- WHAT YOU HAVE TO DO:
In the data that follows, how many lines contain the word "roads"? Give only that number.

- DATA EXTRACT:

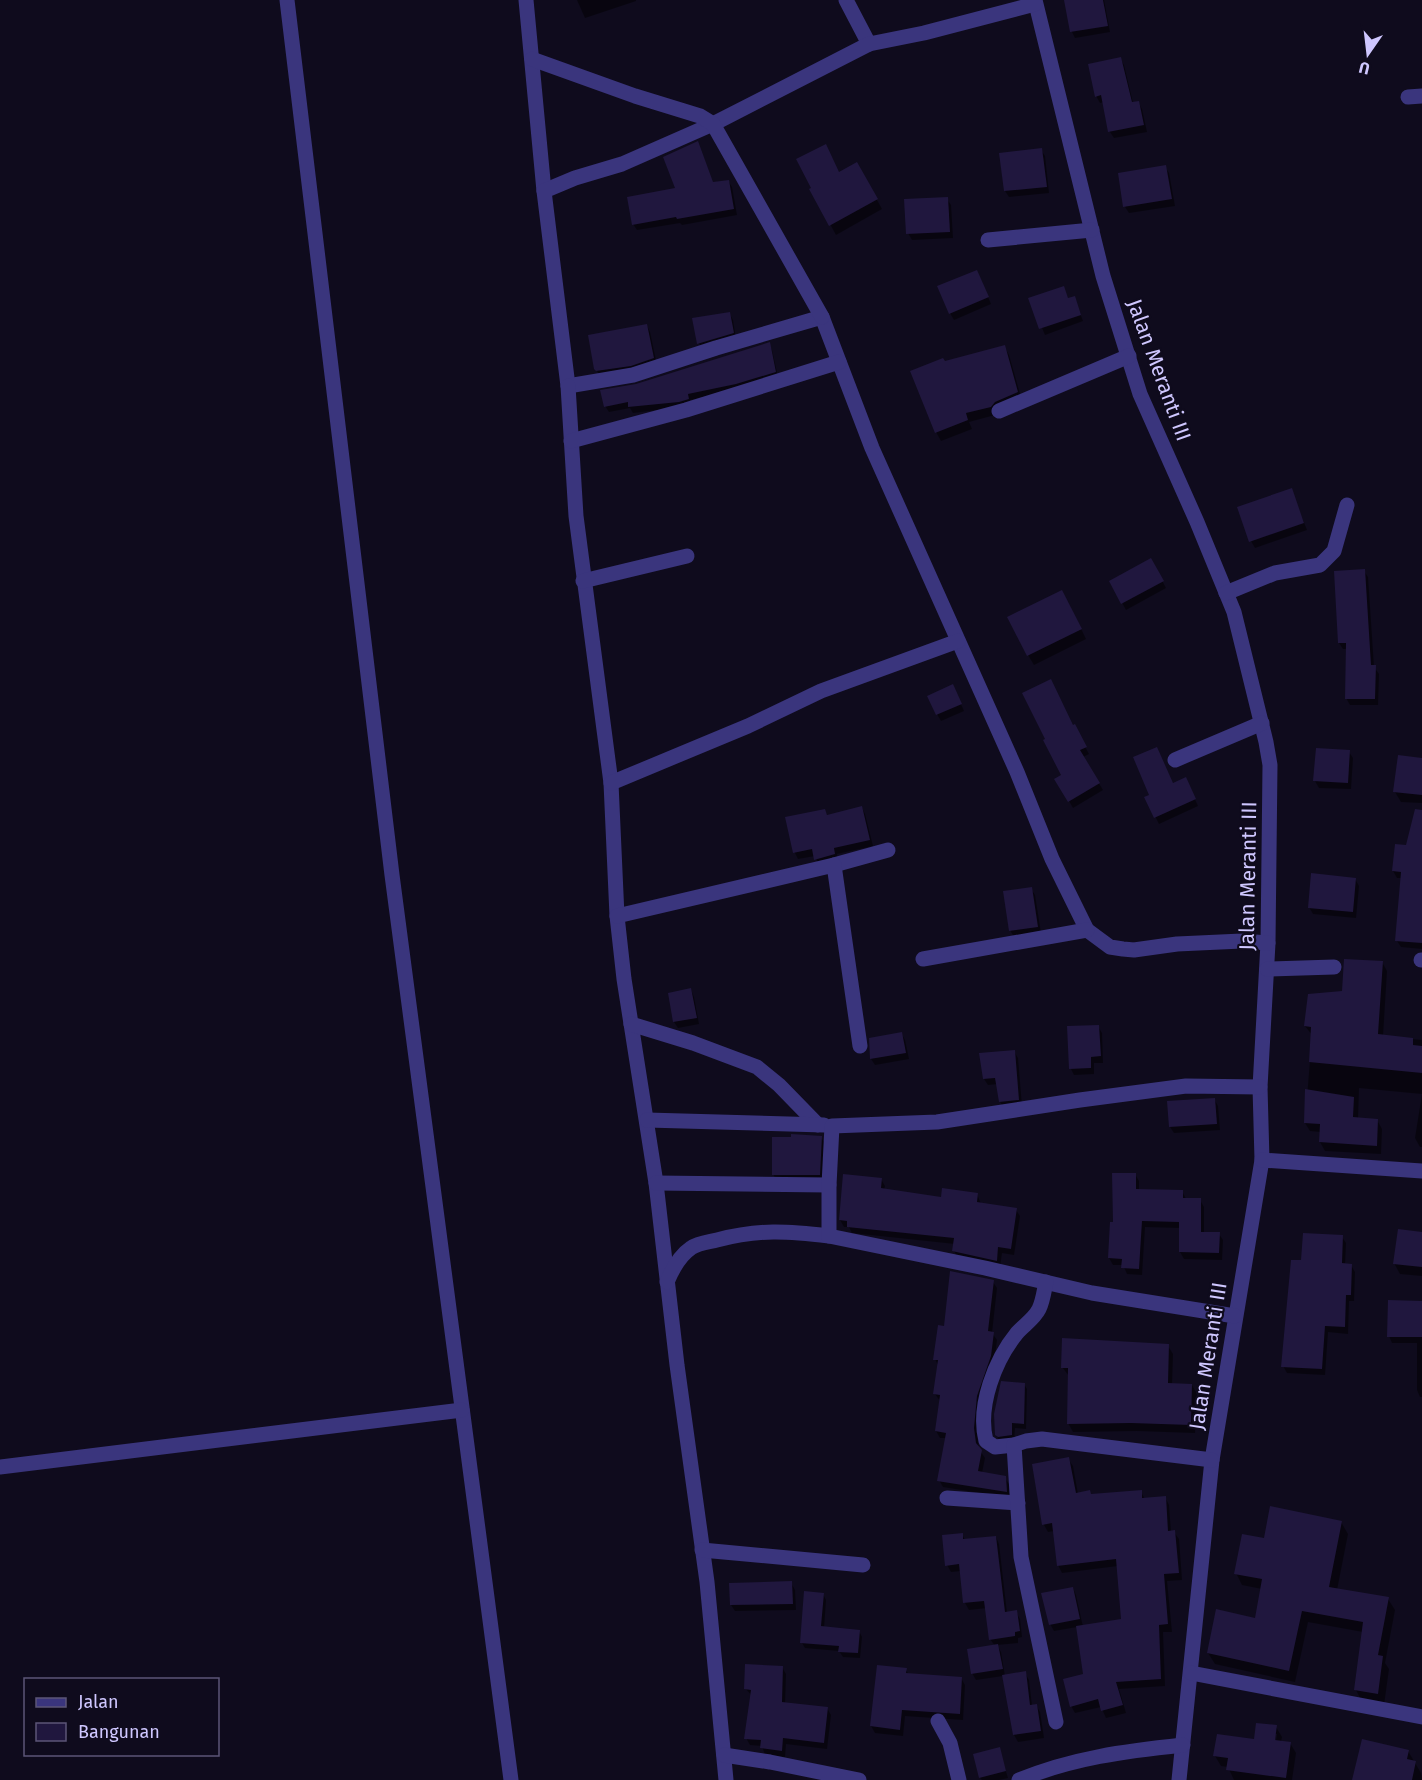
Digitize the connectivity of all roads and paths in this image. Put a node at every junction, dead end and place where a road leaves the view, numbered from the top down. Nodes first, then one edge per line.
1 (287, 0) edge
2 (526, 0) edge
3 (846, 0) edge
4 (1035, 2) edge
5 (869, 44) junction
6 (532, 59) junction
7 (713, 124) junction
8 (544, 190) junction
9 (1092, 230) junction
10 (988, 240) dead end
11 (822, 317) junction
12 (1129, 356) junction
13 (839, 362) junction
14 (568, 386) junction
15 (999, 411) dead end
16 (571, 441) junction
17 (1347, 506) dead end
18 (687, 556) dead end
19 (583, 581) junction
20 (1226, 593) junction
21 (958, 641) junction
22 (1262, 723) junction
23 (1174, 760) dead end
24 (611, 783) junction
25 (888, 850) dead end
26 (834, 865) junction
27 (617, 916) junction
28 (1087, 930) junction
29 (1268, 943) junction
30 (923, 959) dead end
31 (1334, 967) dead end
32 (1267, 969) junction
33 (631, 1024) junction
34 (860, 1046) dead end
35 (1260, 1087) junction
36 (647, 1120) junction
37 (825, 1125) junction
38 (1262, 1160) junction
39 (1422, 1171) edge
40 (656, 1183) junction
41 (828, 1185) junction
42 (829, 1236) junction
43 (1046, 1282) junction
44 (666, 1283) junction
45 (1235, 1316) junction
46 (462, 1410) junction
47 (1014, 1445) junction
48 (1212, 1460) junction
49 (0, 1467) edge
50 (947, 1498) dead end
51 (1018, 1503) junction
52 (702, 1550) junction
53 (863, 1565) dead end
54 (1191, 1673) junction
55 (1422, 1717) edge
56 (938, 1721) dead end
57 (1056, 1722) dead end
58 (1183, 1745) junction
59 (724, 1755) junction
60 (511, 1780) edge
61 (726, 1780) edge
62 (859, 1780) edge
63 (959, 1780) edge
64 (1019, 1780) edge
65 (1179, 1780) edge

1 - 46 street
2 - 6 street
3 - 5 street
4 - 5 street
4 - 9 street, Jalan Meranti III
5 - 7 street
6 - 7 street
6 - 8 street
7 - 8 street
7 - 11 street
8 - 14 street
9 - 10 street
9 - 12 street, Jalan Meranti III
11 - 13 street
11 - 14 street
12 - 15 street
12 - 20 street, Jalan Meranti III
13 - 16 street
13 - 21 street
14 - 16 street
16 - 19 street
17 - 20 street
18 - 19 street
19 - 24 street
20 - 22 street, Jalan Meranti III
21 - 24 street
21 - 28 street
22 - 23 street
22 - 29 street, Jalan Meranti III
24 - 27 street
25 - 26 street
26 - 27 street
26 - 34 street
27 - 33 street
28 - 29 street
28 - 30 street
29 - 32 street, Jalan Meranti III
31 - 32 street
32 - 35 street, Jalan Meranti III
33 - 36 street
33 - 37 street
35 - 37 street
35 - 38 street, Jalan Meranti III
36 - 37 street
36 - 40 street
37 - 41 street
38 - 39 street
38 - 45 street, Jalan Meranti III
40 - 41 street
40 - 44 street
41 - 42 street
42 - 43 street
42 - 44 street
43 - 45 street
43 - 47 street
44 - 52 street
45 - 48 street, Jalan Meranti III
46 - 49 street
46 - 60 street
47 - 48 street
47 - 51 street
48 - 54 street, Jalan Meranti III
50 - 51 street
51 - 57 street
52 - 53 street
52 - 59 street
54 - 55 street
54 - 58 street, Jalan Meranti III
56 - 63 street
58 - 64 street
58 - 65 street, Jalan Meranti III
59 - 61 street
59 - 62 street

* * *

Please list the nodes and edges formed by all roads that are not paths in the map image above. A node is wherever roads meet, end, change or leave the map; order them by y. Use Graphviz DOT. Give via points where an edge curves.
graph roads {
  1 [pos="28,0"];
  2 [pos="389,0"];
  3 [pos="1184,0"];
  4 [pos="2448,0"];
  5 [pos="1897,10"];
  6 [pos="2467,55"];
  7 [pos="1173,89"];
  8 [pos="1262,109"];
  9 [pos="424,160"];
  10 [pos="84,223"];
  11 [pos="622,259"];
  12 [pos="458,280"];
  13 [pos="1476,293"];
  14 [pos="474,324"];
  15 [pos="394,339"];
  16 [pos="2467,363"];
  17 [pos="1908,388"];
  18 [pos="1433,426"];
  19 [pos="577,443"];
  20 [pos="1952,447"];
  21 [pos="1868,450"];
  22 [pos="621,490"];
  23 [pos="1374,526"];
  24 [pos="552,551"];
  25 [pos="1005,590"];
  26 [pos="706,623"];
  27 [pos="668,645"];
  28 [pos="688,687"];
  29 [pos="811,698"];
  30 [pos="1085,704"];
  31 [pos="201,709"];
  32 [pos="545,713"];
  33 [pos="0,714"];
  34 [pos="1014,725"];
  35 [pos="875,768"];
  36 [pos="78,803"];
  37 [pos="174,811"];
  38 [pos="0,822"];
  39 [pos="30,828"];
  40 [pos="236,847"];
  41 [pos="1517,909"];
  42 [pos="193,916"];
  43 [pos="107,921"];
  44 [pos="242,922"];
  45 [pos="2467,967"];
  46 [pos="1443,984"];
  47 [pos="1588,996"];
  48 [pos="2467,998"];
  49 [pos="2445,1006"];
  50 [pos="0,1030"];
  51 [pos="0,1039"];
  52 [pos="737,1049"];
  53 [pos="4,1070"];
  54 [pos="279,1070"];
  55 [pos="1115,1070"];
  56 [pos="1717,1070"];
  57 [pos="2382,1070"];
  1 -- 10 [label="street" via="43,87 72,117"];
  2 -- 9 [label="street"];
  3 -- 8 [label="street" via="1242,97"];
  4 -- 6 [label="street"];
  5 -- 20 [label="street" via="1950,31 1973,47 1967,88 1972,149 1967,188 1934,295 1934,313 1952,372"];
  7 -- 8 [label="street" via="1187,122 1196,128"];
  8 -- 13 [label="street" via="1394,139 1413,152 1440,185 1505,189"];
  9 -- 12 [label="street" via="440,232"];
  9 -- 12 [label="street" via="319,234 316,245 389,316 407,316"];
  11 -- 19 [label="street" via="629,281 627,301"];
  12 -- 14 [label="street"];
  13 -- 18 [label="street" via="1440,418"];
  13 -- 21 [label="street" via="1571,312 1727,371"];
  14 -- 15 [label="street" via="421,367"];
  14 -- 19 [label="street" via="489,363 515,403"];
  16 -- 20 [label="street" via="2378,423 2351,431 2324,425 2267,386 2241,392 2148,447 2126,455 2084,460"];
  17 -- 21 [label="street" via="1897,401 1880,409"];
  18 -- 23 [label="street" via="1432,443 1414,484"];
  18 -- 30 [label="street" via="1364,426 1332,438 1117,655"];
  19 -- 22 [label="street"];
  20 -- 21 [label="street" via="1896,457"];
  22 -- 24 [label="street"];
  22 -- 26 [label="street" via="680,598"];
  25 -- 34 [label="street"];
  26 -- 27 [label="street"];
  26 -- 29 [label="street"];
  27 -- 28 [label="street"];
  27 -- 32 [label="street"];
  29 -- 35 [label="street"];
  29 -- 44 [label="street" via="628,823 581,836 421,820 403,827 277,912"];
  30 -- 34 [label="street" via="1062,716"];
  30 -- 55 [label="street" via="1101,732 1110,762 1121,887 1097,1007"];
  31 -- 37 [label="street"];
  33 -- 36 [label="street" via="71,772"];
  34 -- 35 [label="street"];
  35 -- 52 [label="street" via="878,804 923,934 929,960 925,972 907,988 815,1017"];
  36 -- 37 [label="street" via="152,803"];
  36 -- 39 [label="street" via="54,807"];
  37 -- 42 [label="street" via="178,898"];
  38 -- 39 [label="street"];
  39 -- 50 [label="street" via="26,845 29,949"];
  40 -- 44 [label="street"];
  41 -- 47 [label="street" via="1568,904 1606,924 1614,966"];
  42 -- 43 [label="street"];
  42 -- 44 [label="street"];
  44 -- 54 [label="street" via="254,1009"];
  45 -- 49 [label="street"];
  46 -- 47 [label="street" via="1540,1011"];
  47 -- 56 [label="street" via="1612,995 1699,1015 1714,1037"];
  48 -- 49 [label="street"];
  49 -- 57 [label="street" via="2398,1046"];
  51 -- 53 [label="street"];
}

- RESULT:
3